## What you have to do
Would you retype the listing word for word, skipping its pictures?

## Information provided
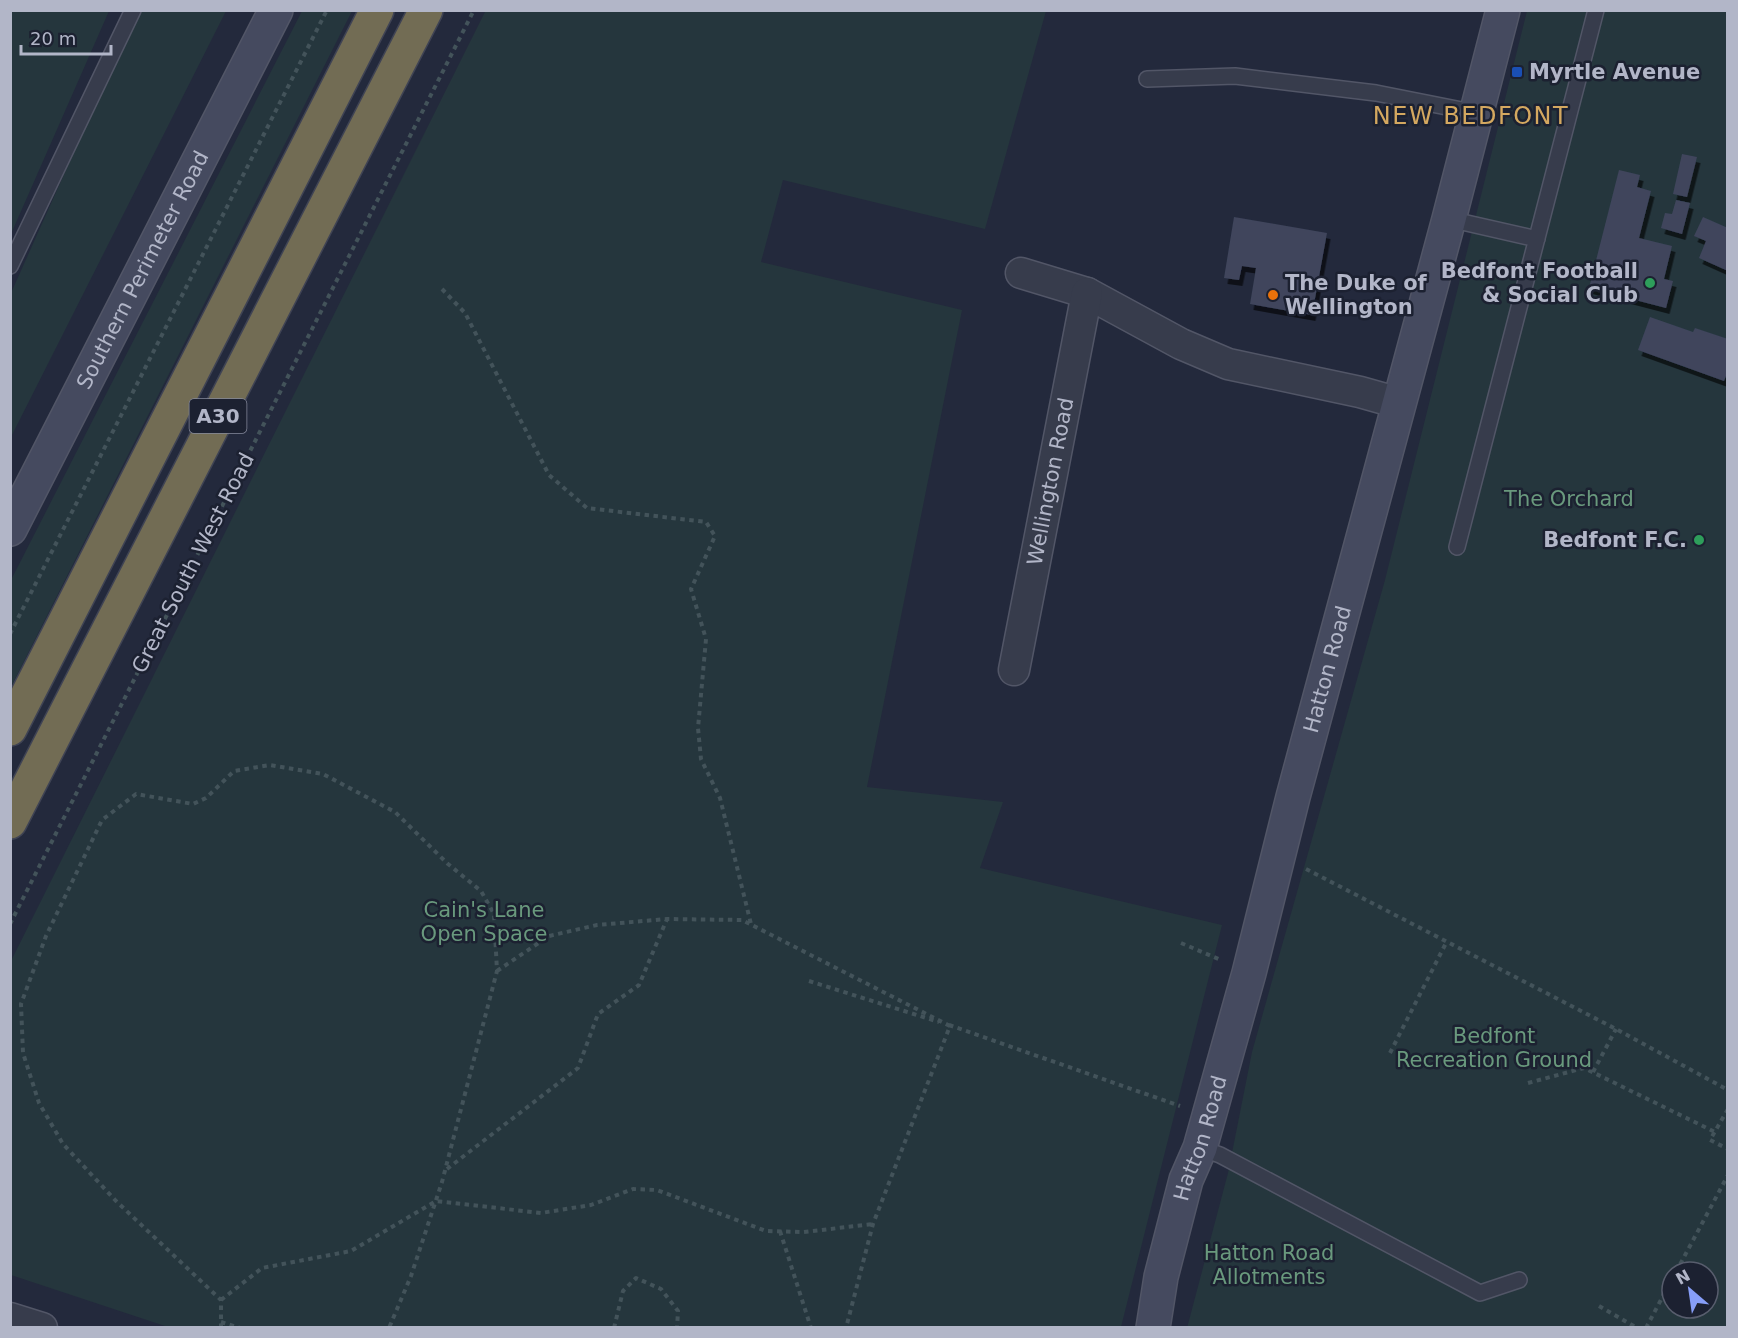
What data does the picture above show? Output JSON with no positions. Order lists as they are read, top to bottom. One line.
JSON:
{"streets":{"highway":["A30"],"street":["Southern Perimeter Road","Wellington Road","Hatton Road"],"path":["Great South West Road"]},"districts":["NEW BEDFONT"],"parks":["The Orchard","Cain's Lane Open Space","Bedfont Recreation Ground","Hatton Road Allotments"],"places":{"transit":["Myrtle Avenue"],"other":["Bedfont Football & Social Club","The Duke of Wellington","Bedfont F.C."]},"scale_bar":"20 m","north":"top left"}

## Solved exercise
What data does the picture above show? Output JSON with no positions. Order lists as they are read, top to bottom. One line.
JSON:
{"streets":{"highway":["A30"],"street":["Southern Perimeter Road","Wellington Road","Hatton Road"],"path":["Great South West Road"]},"districts":["NEW BEDFONT"],"parks":["The Orchard","Cain's Lane Open Space","Bedfont Recreation Ground","Hatton Road Allotments"],"places":{"transit":["Myrtle Avenue"],"other":["Bedfont Football & Social Club","The Duke of Wellington","Bedfont F.C."]},"scale_bar":"20 m","north":"top left"}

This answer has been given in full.